Here, we start the docking with a soft 4-8 vdW potential, a reduced dihedral potential, and extended polar ranges (distances and angles) for the intermolecular polar potential. These changes are all designed to aid sampling efficiency by not overpenalising bad contacts in the initial, randomised population, and by encouraging the formation of intermolecular hydrogen bonds.
SECTION RANDOM_POP
TRANSFORM RbtRandPopTransform
POP_SIZE 50
SCALE_CHROM_LENGTH TRUE
END_SECTION
Creates an initial, randomised chromosome population. If SCALE_CHROM_LENGTH
is false, the population is of fixed size, defined by POP_SIZE
. If
SCALE_CHROM_LENGTH
is true, the population is proportional to the overall
chromosome length, defined by POP_SIZE
multiplied by the chromosome length.
SECTION GA_SLOPE1
TRANSFORM RbtGATransform
PCROSSOVER 0.4 # Prob. of crossover
XOVERMUT TRUE # Cauchy mutation after each crossover
CMUTATE FALSE # True = Cauchy; False = Rectang. for regular mutations
STEP_SIZE 1.0 # Max relative mutation
END_SECTION
First round of GA.
SECTION SETSLOPE_3
TRANSFORM RbtNullTransform
WEIGHT@SCORE.INTRA.DIHEDRAL 0.2
ECUT@SCORE.INTER.VDW 5.0
DA1MAX@SCORE.INTER.POLAR 140.0
DA2MAX@SCORE.INTER.POLAR 140.0
DR12MAX@SCORE.INTER.POLAR 1.2
END_SECTION
Increases the ligand dihedral weight, increases the short-range intermolecular vdW hardness (ECUT), and decreases the range of the intermolecular polar distances and angles.
SECTION GA_SLOPE3
TRANSFORM RbtGATransform
PCROSSOVER 0.4 # Prob. of crossover
XOVERMUT TRUE # Cauchy mutation after each crossover
CMUTATE FALSE # True = Cauchy ; False = Rectang. for regular mutations
STEP_SIZE 1.0 # Max relative mutation
END_SECTION
Second round of GA with revised scoring function parameters.
SECTION SETSLOPE_5
TRANSFORM RbtNullTransform
WEIGHT@SCORE.INTRA.DIHEDRAL 0.3
ECUT@SCORE.INTER.VDW 25.0
# Now switch to a convential 6-12 for final GA, MC, minimisation
USE 4_8@SCORE.INTER.VDW FALSE
DA1MAX@SCORE.INTER.POLAR 120.0
DA2MAX@SCORE.INTER.POLAR 120.0
DR12MAX@SCORE.INTER.POLAR 0.9
END_SECTION
Further increases the ligand dihedral weight, further increases the short-range intermolecular vdW hardness (ECUT), and further decreases the range of the intermolecular polar distances and angles.

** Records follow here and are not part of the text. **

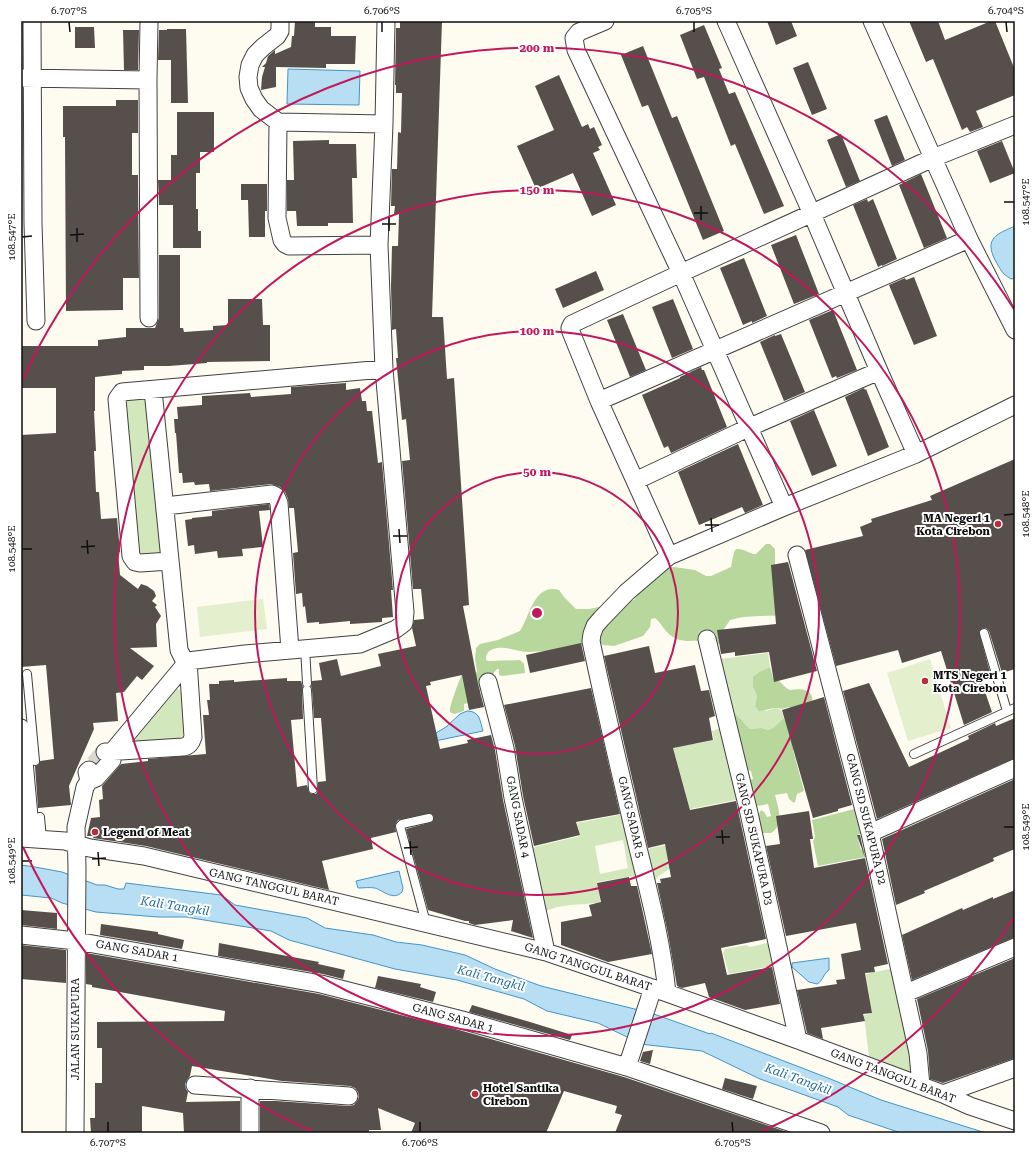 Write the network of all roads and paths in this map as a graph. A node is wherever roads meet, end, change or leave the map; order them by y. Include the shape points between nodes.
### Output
1 (32, 21) edge
2 (149, 21) edge
3 (280, 21) edge
4 (386, 21) edge
5 (605, 21) edge
6 (726, 21) edge
7 (872, 21) edge
8 (26, 78) edge
9 (148, 80) junction
10 (278, 122) junction
11 (384, 124) junction
12 (1015, 125) edge
13 (933, 158) junction
14 (812, 214) junction
15 (969, 239) junction
16 (379, 245) junction
17 (681, 273) junction
18 (845, 293) junction
19 (149, 318) dead end
20 (36, 321) dead end
21 (1015, 330) edge
22 (716, 351) junction
23 (384, 369) junction
24 (879, 371) junction
25 (153, 390) junction
26 (599, 401) junction
27 (1015, 405) edge
28 (750, 427) junction
29 (916, 454) junction
30 (635, 481) junction
31 (165, 506) junction
32 (784, 507) junction
33 (797, 555) dead end
34 (669, 556) junction
35 (170, 561) junction
36 (984, 633) dead end
37 (707, 639) dead end
38 (298, 649) junction
39 (188, 661) junction
40 (28, 674) dead end
41 (488, 682) dead end
42 (1011, 710) edge
43 (21, 728) edge
44 (914, 754) dead end
45 (103, 756) junction
46 (35, 761) dead end
47 (1015, 768) edge
48 (313, 789) dead end
49 (40, 818) dead end
50 (429, 818) dead end
51 (870, 833) junction
52 (31, 838) edge
53 (76, 844) junction
54 (426, 923) junction
55 (76, 933) junction
56 (21, 935) edge
57 (1015, 947) edge
58 (546, 952) junction
59 (657, 993) junction
60 (906, 993) junction
61 (798, 1040) junction
62 (628, 1063) junction
63 (1015, 1068) edge
64 (195, 1085) dead end
65 (922, 1086) junction
66 (250, 1088) junction
67 (943, 1094) junction
68 (349, 1096) dead end
69 (1015, 1121) edge
70 (818, 1132) edge
71 (75, 1133) edge
72 (250, 1133) edge

1 - 8 street
2 - 9 street
3 - 10 street via 280,31 255,55 248,77 254,99 261,109
4 - 11 street
5 - 17 street via 579,32 574,38 576,50
6 - 14 street
7 - 13 street
8 - 9 street
8 - 20 street
9 - 19 street
10 - 11 street
10 - 16 street via 277,218 285,244
11 - 16 street
12 - 13 street
13 - 14 street
13 - 15 street
14 - 17 street
14 - 18 street
15 - 18 street
15 - 21 street
16 - 23 street
17 - 22 street
17 - 26 street via 572,324 571,332
18 - 22 street
18 - 24 street
22 - 26 street
22 - 28 street
23 - 25 street
23 - 38 street via 404,623 360,644
24 - 28 street
24 - 29 street
25 - 31 street
25 - 35 street via 122,392 117,400 131,556 135,562 140,563
26 - 30 street
27 - 29 street
28 - 30 street
28 - 32 street
29 - 32 street
30 - 34 street
31 - 35 street
31 - 38 street via 272,494 276,496
32 - 34 street
33 - 51 street, GANG SD SUKAPURA D2
34 - 59 street, GANG SADAR 5 via 627,592 601,619 595,626 591,642 656,922 666,976
35 - 39 street via 179,650
36 - 42 lane
37 - 61 street, GANG SD SUKAPURA D3 via 749,813
38 - 39 street
38 - 48 lane via 307,686
39 - 45 street
39 - 45 street via 193,737 191,742 183,747
40 - 46 lane
41 - 58 street, GANG SADAR 4 via 506,753 513,798
42 - 44 lane
43 - 52 street
45 - 53 street, JALAN SUKAPURA via 112,760 96,778 89,780 79,811
47 - 51 street
49 - 52 lane
50 - 54 lane via 400,826
51 - 60 street, GANG SD SUKAPURA D2
52 - 53 street, GANG TANGGUL BARAT
53 - 54 street, GANG TANGGUL BARAT via 144,856
53 - 55 street, JALAN SUKAPURA
54 - 58 street, GANG TANGGUL BARAT
55 - 56 street, GANG SADAR 1
55 - 62 street, GANG SADAR 1 via 321,984
55 - 71 street, JALAN SUKAPURA
57 - 60 street
58 - 59 street, GANG TANGGUL BARAT
59 - 61 street, GANG TANGGUL BARAT
59 - 62 street
60 - 65 street, GANG SD SUKAPURA D2
61 - 65 street, GANG TANGGUL BARAT
62 - 70 street, GANG SADAR 1
63 - 67 street
64 - 66 street
65 - 67 street, GANG TANGGUL BARAT
66 - 68 street
66 - 72 street
67 - 69 street, GANG TANGGUL BARAT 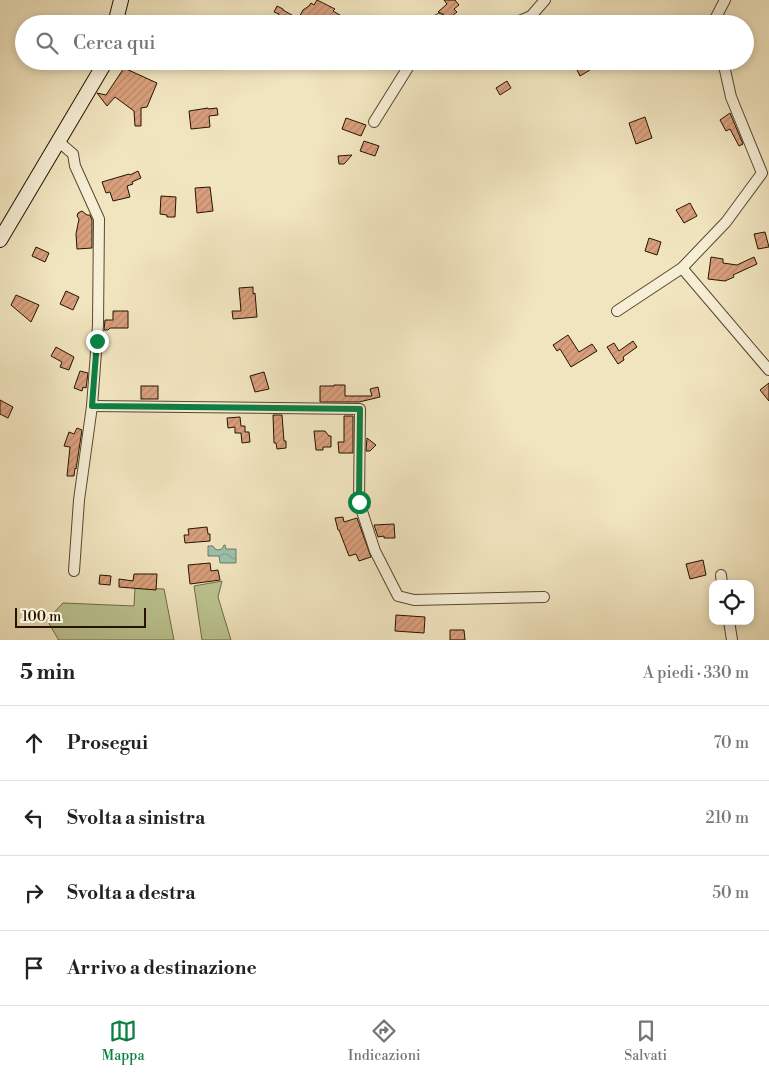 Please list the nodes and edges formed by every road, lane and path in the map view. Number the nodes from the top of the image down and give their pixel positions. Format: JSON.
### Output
{"nodes":[{"id":1,"x":121,"y":0,"type":"edge"},
{"id":2,"x":545,"y":0,"type":"edge"},
{"id":3,"x":725,"y":0,"type":"edge"},
{"id":4,"x":117,"y":15,"type":"edge"},
{"id":5,"x":532,"y":15,"type":"edge"},
{"id":6,"x":717,"y":15,"type":"edge"},
{"id":7,"x":101,"y":70,"type":"edge"},
{"id":8,"x":406,"y":70,"type":"edge"},
{"id":9,"x":725,"y":70,"type":"edge"},
{"id":10,"x":374,"y":122,"type":"dead end"},
{"id":11,"x":59,"y":142,"type":"junction"},
{"id":12,"x":0,"y":240,"type":"edge"},
{"id":13,"x":682,"y":268,"type":"junction"},
{"id":14,"x":617,"y":311,"type":"dead end"},
{"id":15,"x":767,"y":366,"type":"edge"},
{"id":16,"x":92,"y":406,"type":"junction"},
{"id":17,"x":74,"y":571,"type":"dead end"},
{"id":18,"x":544,"y":597,"type":"dead end"},
{"id":19,"x":730,"y":625,"type":"edge"},
{"id":20,"x":732,"y":640,"type":"edge"}],
"edges":[{"from":1,"to":4,"type":"main road"},
{"from":2,"to":5,"type":"street"},
{"from":3,"to":6,"type":"street"},
{"from":7,"to":11,"type":"main road"},
{"from":8,"to":10,"type":"street"},
{"from":9,"to":13,"type":"street"},
{"from":11,"to":12,"type":"main road"},
{"from":11,"to":16,"type":"street"},
{"from":13,"to":14,"type":"street"},
{"from":13,"to":15,"type":"street"},
{"from":16,"to":17,"type":"street"},
{"from":16,"to":18,"type":"street"},
{"from":19,"to":20,"type":"street"}]} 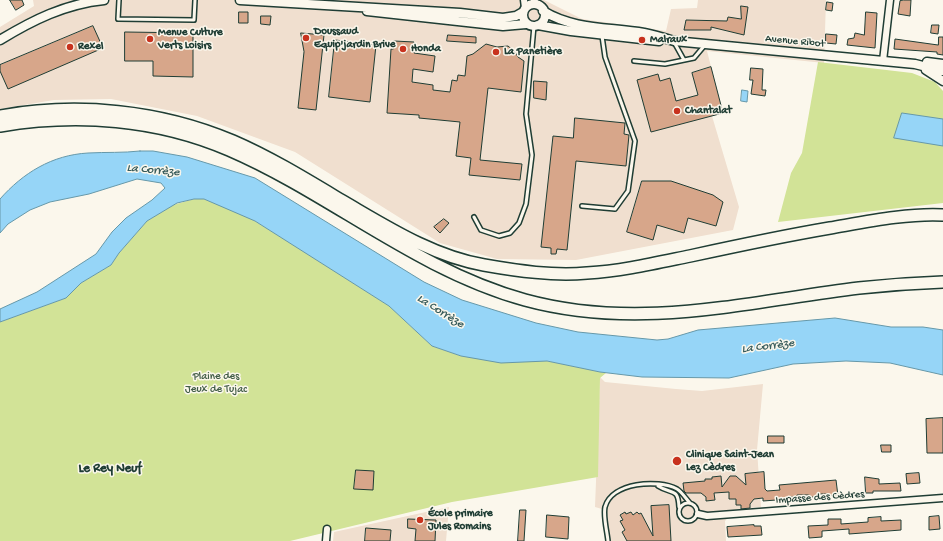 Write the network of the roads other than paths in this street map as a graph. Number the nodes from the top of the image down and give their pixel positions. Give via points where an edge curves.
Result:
1 (104, 0) edge
2 (119, 0) edge
3 (195, 0) edge
4 (240, 0) edge
5 (890, 0) edge
6 (538, 5) edge
7 (524, 7) edge
8 (353, 8) junction
9 (533, 25) junction
10 (602, 35) junction
11 (0, 40) edge
12 (674, 41) junction
13 (706, 44) junction
14 (684, 60) junction
15 (634, 61) dead end
16 (883, 61) junction
17 (915, 64) junction
18 (943, 64) edge
19 (943, 71) edge
20 (943, 81) edge
21 (0, 116) edge
22 (0, 126) edge
23 (582, 206) dead end
24 (941, 214) edge
25 (474, 217) dead end
26 (943, 282) edge
27 (655, 484) junction
28 (943, 498) edge
29 (690, 503) junction
30 (680, 508) junction
31 (698, 514) junction
32 (327, 529) dead end
33 (608, 540) edge
34 (326, 541) edge

1 - 11 street via 64,8 42,16
2 - 3 lane via 118,19 194,20
4 - 8 street
5 - 16 street
6 - 7 street
6 - 9 street via 544,19
6 - 12 street, Avenue Ribot via 569,23 645,33
7 - 8 street via 516,16 503,18 365,6
7 - 9 street via 522,16
8 - 9 street, Avenue Ribot via 503,26
9 - 10 street, Avenue Ribot
9 - 25 lane via 526,114 532,155 526,204 519,223 510,232 499,236 481,230
10 - 12 street, Avenue Ribot
10 - 23 lane via 605,57 635,141 628,191 616,209
12 - 13 street, Avenue Ribot
12 - 14 lane
13 - 14 lane via 694,58
13 - 16 street, Avenue Ribot
14 - 15 lane via 665,64
16 - 17 street, Avenue Ribot
17 - 18 street, Avenue Ribot
17 - 19 street, Avenue Ribot
17 - 20 street, Avenue Ribot via 934,73
21 - 24 highway via 35,110 99,109 169,120 232,140 404,236 458,259 521,271 556,274 632,268 874,220
22 - 26 highway via 37,121 89,119 144,125 193,138 228,150 273,173 456,275 525,300 555,306 630,314 670,314 860,288
27 - 29 lane via 678,490
27 - 30 lane via 676,492
27 - 33 lane via 637,484 615,493 605,507
28 - 31 street, Impasse des Cèdres via 715,516
29 - 30 lane
29 - 31 lane via 697,508
30 - 31 lane via 680,517 685,521 694,520
32 - 34 street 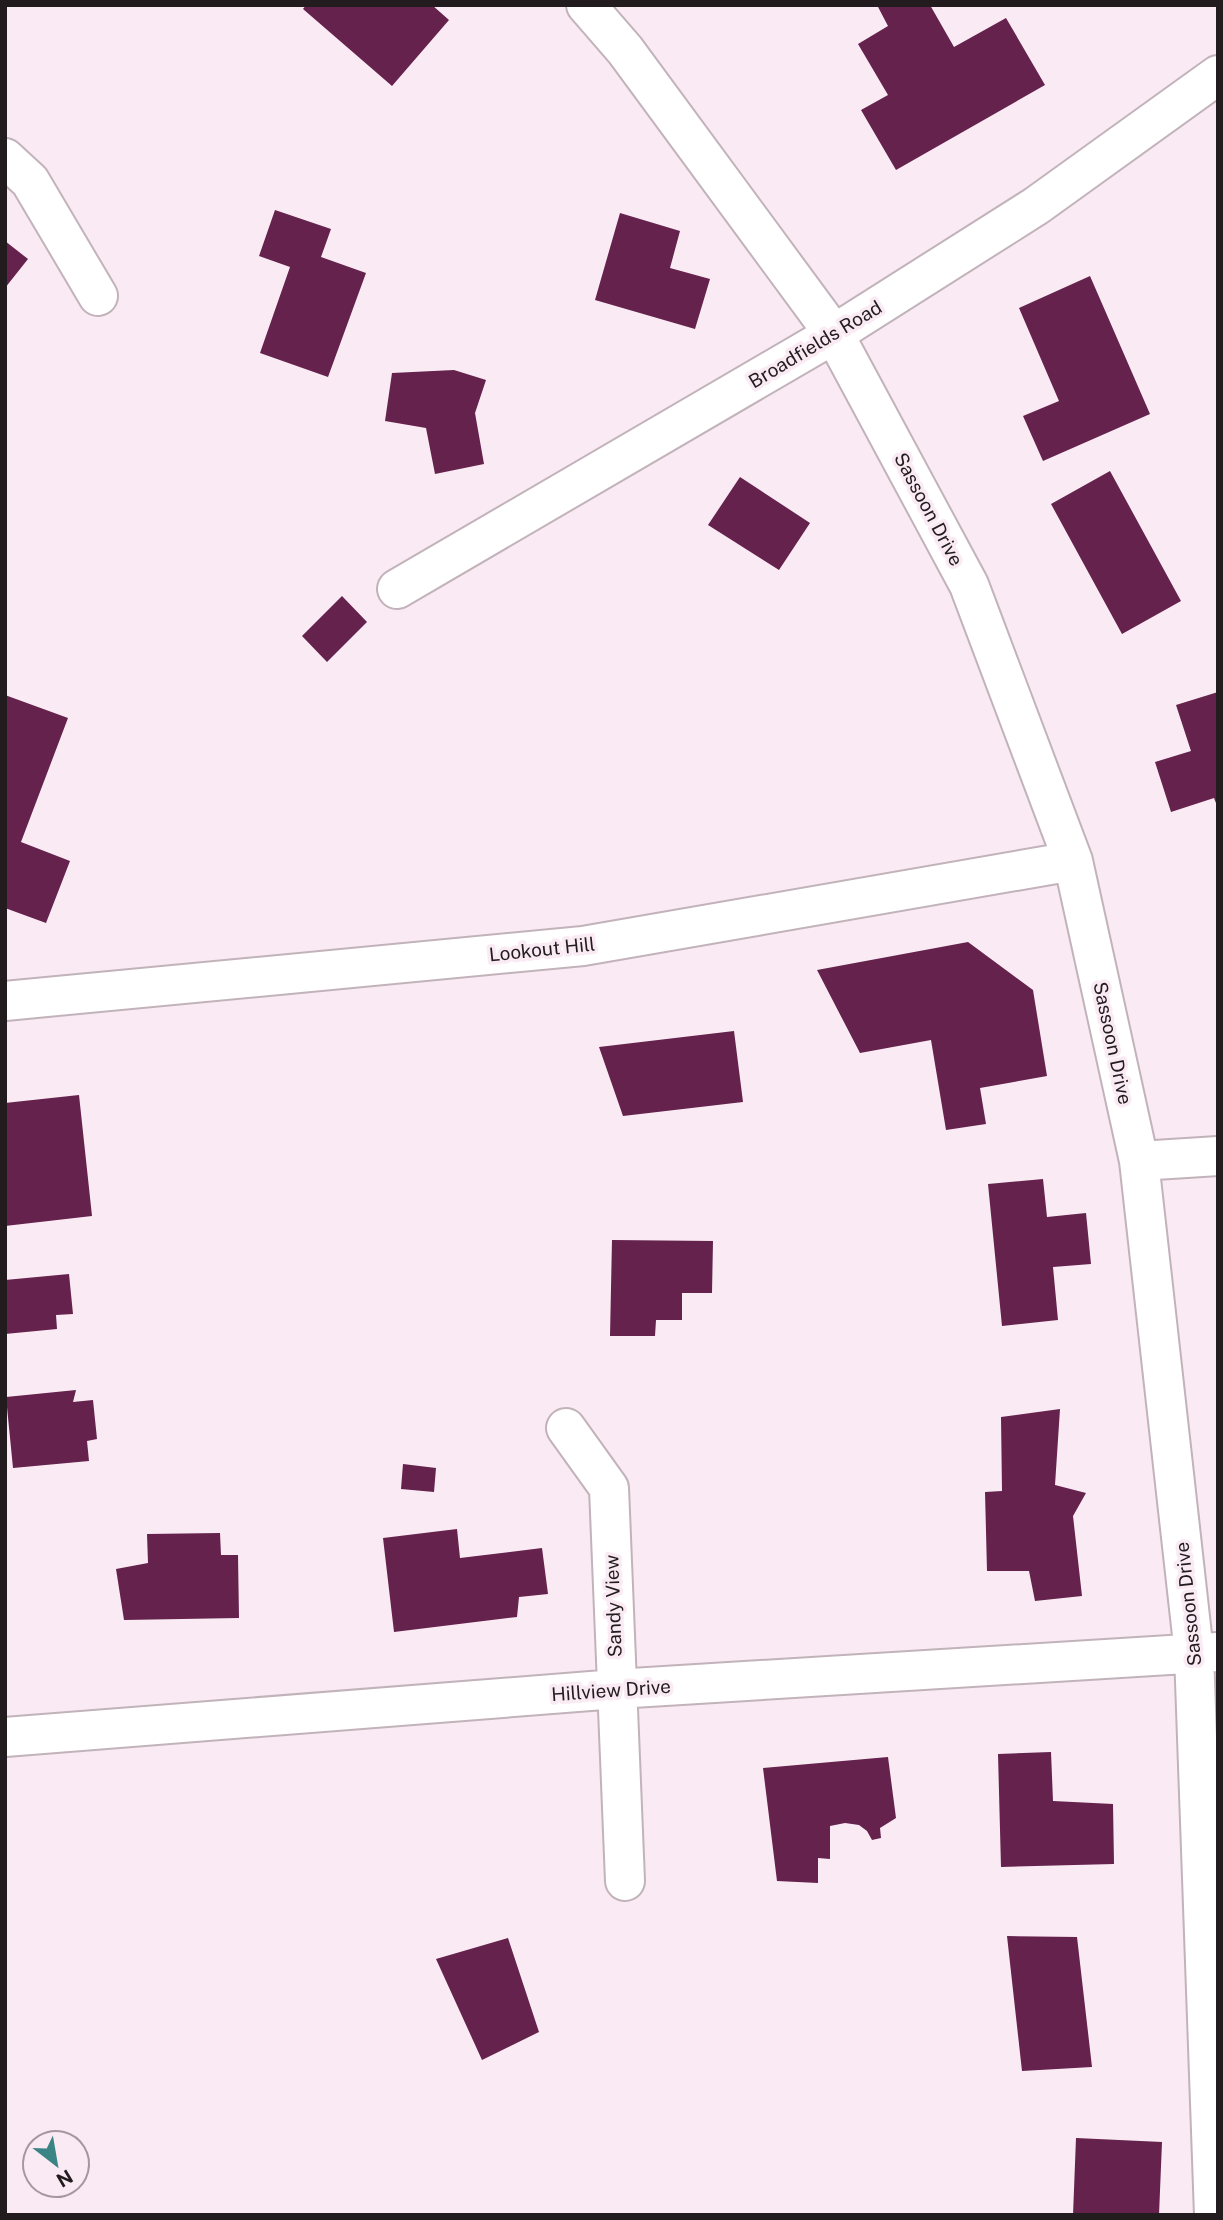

Also switches from softer 4-8 vdW potential to a harder 6-12 potential for final round of GA, MC and minimisation.
SECTION GA_SLOPE5
TRANSFORM RbtGATransform
PCROSSOVER 0.4 # Prob. of crossover
XOVERMUT TRUE # Cauchy mutation after each crossover
CMUTATE FALSE # True = Cauchy ; False = Rectang. for regular mutations
STEP_SIZE 1.0 # Max relative mutation
END_SECTION
Final round of GA with revised scoring function parameters.
SECTION SETSLOPE_10
TRANSFORM RbtNullTransform
WEIGHT@SCORE.INTRA.DIHEDRAL 0.5 # Final dihedral weight matches SF file
ECUT@SCORE.INTER.VDW 120.0 # Final ECUT matches SF file
DA1MAX@SCORE.INTER.POLAR 80.0
DA2MAX@SCORE.INTER.POLAR 100.0
DR12MAX@SCORE.INTER.POLAR 0.6
END_SECTION
Resets all the modified scoring function parameters to their final values, corresponding to the values in the scoring function definition files. It is important that the final scoring function optimised by the docking search can be compared directly with the score-only and minimisation-only protocols, in which the scoring function parameters are not modified.
SECTION MC_10K
TRANSFORM RbtSimAnnTransform
START_T 10.0
FINAL_T 10.0
NUM_BLOCKS 5
STEP_SIZE 0.1
MIN_ACC_RATE 0.25
PARTITION_DIST 8.0
PARTITION_FREQ 50
HISTORY_FREQ 0
END_SECTION
Monte Carlo Low temperature Monte Carlo sampling, starting from fittest chromosome from final round of GA.
SECTION SIMPLEX
TRANSFORM RbtSimplexTransform
MAX_CALLS 200
NCYCLES 20
STOPPING_STEP_LENGTH 10e-4
PARTITION_DIST 8.0
STEP_SIZE 1.0
CONVERGENCE 0.001
END_SECTION
Minimisation Simplex minimisation, starting from fittest chromosome from low temperature Monte Carlo sampling.
SECTION FINAL
TRANSFORM RbtNullTransform
WEIGHT@SCORE.RESTR.CAVITY 1.0 # revert to standard cavity penalty
END_SECTION
Finally, we reset the cavity restraint penalty to 1. The penalty has been held at a value of 5 throughout the search, to strongly discourage the ligand from leaving the docking site.